### PROBLEM DETAILS
Give back each line of the material that contains the word "Left".

### DATA UNDER STUDY
---

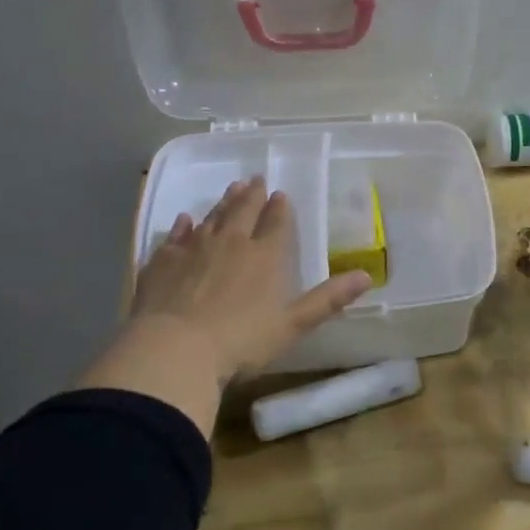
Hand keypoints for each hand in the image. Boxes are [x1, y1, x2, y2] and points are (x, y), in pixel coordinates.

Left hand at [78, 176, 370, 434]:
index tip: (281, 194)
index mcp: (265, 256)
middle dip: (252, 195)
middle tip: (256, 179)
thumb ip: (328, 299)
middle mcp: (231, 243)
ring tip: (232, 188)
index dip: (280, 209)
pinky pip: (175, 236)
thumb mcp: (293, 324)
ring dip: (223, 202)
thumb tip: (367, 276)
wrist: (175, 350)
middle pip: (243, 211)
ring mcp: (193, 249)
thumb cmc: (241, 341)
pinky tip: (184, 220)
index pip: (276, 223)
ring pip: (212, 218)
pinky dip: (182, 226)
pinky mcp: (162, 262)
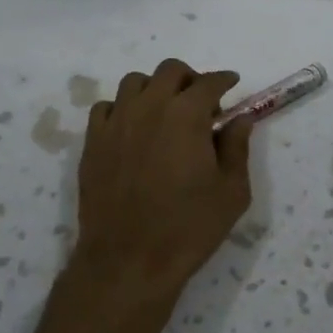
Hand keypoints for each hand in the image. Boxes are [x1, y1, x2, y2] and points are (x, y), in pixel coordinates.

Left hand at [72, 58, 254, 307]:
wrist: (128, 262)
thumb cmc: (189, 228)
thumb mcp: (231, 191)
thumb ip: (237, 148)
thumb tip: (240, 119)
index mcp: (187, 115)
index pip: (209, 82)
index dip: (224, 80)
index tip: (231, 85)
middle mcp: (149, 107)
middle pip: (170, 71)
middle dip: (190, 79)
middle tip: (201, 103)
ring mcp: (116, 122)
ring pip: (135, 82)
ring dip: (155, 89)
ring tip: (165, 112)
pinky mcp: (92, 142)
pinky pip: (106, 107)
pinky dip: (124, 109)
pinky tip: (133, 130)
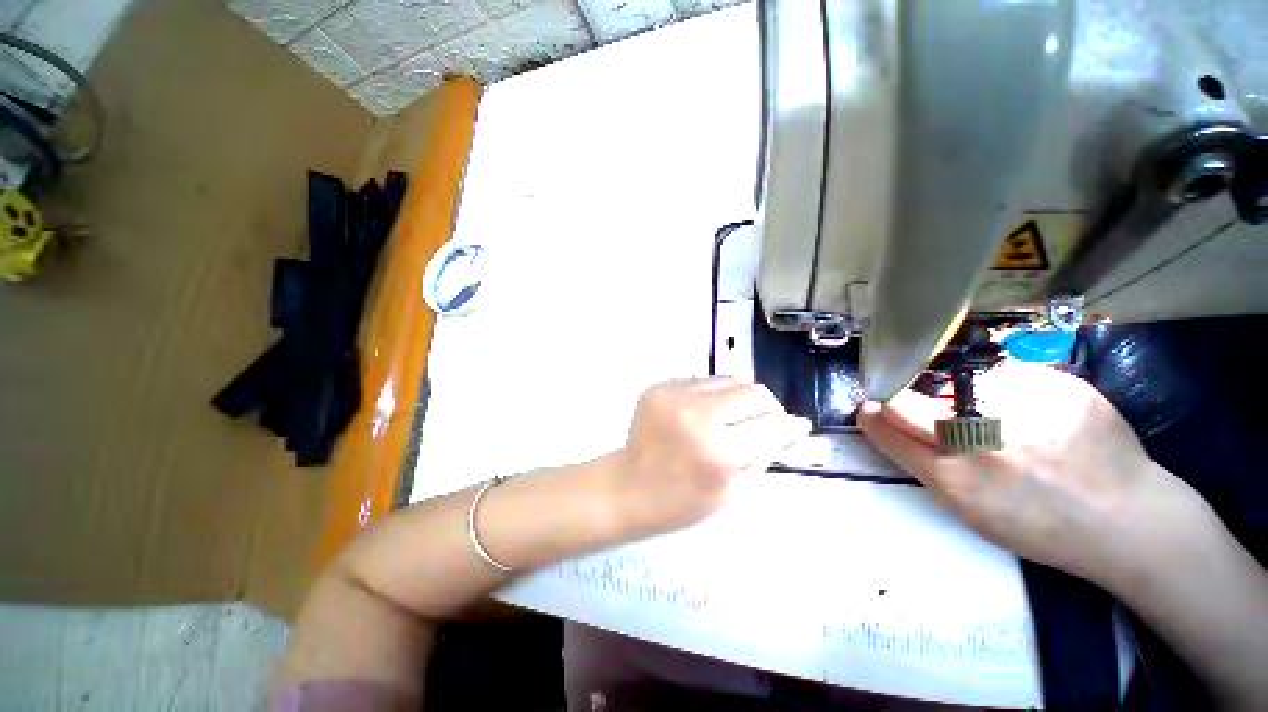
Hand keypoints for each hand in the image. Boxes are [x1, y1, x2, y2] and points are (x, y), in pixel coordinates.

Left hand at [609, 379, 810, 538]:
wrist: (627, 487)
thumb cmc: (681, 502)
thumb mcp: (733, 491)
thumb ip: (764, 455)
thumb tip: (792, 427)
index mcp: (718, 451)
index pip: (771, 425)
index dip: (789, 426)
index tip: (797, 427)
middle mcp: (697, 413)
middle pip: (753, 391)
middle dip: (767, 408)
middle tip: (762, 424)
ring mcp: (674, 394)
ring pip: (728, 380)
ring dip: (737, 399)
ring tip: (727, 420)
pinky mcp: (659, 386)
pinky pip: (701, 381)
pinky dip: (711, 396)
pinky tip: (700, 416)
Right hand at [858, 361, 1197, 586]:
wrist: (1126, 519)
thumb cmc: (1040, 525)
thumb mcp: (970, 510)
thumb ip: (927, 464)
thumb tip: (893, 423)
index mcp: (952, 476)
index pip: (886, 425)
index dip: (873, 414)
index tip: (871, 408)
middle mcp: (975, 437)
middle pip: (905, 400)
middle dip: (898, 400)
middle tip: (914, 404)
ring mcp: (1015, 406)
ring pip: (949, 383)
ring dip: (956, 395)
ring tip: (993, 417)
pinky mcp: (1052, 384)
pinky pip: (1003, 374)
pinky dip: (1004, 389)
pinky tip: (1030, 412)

---

### ANSWER BOX
Left hand at [78, 176, 370, 434]:
Left hand at [72, 58, 254, 307]:
Left hand at [609, 379, 810, 538]:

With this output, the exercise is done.